You can easily put in a switch to change the frequency roll off capacitance to set it were you like it, rotary switch you get heaps of otions, but a bit overboard

But maybe I misunderstood the whole thing and got it wrong, If I did can someone please give me a hard smack over the ears please, That way I will remember next time.
Michael
Title: Re: Help with the Clipping aspects of this SS Amp Circuit
Post by: phatt on April 20, 2022, 11:13:57 PM
yep that's sounds close to how the maths work. you are obviously already better than me at the maths,  :-[
Just remember that this only tells you what the rolloff point is at that point in the circuit.
By the time it gets to the speaker it will have altered, often by a large amount.
Much like the Duncan tone stack app as a good example, Yes a big help but only tells one part of the whole system tone shape.
Phil.
Title: Re: Help with the Clipping aspects of this SS Amp Circuit
Post by: phatt on April 22, 2022, 03:39:31 AM
Quote from: SemiConductive on April 19, 2022, 06:20:38 PMThanks, @phatt. I am studying that and will compare to the sound samples I'm getting. Seems to make sense.
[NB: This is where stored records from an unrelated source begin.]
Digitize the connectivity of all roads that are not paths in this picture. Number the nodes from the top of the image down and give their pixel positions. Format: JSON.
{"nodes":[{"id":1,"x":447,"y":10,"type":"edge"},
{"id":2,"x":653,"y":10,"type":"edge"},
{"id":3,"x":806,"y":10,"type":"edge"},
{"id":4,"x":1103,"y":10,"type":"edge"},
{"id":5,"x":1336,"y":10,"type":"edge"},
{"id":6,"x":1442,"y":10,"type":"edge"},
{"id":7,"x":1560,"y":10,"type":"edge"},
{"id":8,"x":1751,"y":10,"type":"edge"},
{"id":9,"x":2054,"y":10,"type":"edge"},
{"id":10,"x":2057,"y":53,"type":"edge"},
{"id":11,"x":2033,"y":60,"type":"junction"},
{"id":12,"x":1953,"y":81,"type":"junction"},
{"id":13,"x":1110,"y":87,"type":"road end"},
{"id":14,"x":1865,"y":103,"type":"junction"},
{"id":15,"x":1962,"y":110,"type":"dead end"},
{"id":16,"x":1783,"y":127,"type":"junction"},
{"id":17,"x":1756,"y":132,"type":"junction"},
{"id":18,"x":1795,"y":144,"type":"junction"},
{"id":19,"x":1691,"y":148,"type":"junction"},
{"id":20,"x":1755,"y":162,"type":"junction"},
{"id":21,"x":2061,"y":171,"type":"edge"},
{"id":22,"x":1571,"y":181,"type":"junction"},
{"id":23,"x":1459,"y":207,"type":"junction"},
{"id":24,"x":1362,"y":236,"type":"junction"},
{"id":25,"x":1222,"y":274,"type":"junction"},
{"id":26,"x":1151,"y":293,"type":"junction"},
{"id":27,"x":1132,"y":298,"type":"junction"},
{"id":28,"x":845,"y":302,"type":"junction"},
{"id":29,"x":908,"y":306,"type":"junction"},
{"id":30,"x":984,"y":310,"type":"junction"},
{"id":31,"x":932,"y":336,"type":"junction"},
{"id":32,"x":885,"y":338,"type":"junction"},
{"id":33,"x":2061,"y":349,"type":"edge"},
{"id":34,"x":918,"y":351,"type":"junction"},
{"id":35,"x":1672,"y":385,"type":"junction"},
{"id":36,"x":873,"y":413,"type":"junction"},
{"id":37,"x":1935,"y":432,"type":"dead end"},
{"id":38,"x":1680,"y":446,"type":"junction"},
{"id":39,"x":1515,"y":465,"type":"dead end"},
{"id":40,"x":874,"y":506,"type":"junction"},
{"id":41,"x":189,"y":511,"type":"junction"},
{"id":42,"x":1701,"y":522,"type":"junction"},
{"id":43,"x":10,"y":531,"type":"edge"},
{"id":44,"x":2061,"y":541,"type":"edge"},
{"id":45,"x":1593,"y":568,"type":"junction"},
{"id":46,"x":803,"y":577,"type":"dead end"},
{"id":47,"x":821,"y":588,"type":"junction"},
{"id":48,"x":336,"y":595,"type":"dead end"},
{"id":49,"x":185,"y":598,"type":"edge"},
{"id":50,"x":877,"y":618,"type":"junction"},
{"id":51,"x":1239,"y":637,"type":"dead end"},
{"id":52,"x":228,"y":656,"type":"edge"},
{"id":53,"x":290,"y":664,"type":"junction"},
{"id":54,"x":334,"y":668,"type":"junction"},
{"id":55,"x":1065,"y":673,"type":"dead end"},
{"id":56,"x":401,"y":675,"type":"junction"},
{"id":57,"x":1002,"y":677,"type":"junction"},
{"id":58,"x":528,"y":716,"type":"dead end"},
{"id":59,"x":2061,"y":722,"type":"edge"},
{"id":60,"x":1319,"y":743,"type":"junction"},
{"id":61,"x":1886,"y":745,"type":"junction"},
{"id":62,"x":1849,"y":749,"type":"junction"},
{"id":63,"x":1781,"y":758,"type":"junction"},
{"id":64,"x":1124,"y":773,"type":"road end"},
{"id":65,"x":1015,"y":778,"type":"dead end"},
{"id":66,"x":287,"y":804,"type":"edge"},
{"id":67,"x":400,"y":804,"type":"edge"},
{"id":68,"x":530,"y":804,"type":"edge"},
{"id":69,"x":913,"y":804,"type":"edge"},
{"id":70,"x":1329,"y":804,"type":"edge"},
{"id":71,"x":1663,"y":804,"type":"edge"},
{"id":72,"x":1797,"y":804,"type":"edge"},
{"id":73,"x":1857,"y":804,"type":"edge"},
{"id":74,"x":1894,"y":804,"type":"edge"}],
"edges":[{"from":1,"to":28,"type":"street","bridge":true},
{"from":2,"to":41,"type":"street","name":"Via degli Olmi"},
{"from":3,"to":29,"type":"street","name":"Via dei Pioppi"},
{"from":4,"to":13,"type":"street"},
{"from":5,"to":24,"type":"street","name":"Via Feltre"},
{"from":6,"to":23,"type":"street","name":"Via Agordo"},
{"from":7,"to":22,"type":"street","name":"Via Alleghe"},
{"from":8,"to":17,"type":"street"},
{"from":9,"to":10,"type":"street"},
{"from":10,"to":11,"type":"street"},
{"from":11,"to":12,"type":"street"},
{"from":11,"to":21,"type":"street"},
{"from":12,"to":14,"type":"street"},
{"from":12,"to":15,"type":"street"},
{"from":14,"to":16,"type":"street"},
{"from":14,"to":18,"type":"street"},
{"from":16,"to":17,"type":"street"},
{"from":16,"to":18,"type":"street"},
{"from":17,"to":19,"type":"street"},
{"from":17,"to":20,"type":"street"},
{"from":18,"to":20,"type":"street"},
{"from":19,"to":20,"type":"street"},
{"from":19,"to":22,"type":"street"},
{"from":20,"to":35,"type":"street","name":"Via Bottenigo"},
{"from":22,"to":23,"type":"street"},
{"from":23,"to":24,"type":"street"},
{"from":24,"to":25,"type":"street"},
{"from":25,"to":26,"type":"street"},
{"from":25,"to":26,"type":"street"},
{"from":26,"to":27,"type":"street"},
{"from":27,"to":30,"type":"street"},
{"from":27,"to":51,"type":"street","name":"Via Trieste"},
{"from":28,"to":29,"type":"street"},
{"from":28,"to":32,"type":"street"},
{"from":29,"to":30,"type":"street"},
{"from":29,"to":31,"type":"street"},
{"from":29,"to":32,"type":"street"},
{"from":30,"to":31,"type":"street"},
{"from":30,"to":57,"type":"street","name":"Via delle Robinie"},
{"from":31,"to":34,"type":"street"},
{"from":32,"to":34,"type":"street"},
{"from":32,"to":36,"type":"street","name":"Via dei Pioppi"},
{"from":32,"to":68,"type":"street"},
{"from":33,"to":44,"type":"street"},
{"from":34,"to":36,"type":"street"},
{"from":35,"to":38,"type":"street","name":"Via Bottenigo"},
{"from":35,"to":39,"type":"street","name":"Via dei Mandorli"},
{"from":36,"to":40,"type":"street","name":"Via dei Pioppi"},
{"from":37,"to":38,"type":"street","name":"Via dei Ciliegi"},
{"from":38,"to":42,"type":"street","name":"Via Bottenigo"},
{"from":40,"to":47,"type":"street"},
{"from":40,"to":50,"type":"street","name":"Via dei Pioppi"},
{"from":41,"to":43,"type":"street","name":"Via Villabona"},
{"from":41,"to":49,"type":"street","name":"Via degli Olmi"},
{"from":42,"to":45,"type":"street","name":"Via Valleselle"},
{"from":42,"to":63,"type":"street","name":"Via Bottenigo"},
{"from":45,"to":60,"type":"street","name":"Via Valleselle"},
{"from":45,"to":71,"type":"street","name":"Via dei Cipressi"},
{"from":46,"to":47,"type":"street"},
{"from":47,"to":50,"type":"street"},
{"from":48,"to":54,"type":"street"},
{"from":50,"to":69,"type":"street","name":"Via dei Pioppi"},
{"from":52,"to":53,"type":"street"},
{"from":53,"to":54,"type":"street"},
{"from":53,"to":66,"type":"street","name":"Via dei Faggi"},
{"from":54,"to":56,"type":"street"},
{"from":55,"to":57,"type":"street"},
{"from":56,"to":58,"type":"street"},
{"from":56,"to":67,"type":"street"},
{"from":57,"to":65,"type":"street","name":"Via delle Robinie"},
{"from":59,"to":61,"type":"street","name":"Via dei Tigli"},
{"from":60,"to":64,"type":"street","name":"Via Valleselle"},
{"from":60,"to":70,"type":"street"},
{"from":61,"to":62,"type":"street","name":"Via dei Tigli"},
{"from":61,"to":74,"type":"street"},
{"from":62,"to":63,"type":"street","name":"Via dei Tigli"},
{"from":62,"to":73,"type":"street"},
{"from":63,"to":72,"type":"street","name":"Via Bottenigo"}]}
Couple more questions: To shift that mid dip... to 400hz as you suggest... is that a one or two component swap, or a rearrangement of the whole tone stack? I've played with stacks a bit in Duncan's Tone Simulator, but this thing doesn't really fit in there.

You can change R15 to 10k which will move the mid dip a bit lower but you will loose a little bass.

Quote from: SemiConductive on April 19, 2022, 06:20:38 PMBack on the capacitor C6, which is effectively filtering out treble: I've installed a switch and a pot for the diodes and played with that in conjunction with the overdrive (IC1-B) switching. It really is cutting a lot of treble. I think they were going for that dark boost tone. Misses the mark.

I know I can change the value of C6 to get more treble. Is it reasonable to just life C6 and see what it's like? Just "eliminate" the bypass? I can also try some lighter values but I'm wondering if it's safe to go to infinity.
Removing C6 will give more treble but it also might oscillate at high gain levels. Maybe try 100pF see what happens?

Phil.
Title: Re: Help with the Clipping aspects of this SS Amp Circuit
Post by: SemiConductive on April 26, 2022, 03:03:03 PM
Thanks. I will give those mods a shot.

By "oscillate", you mean feedback? Or just an uncontrollable oscillation while operating?
Title: Re: Help with the Clipping aspects of this SS Amp Circuit
Post by: Enzo on April 26, 2022, 05:20:28 PM
Feedback is one form of oscillation.  There are others.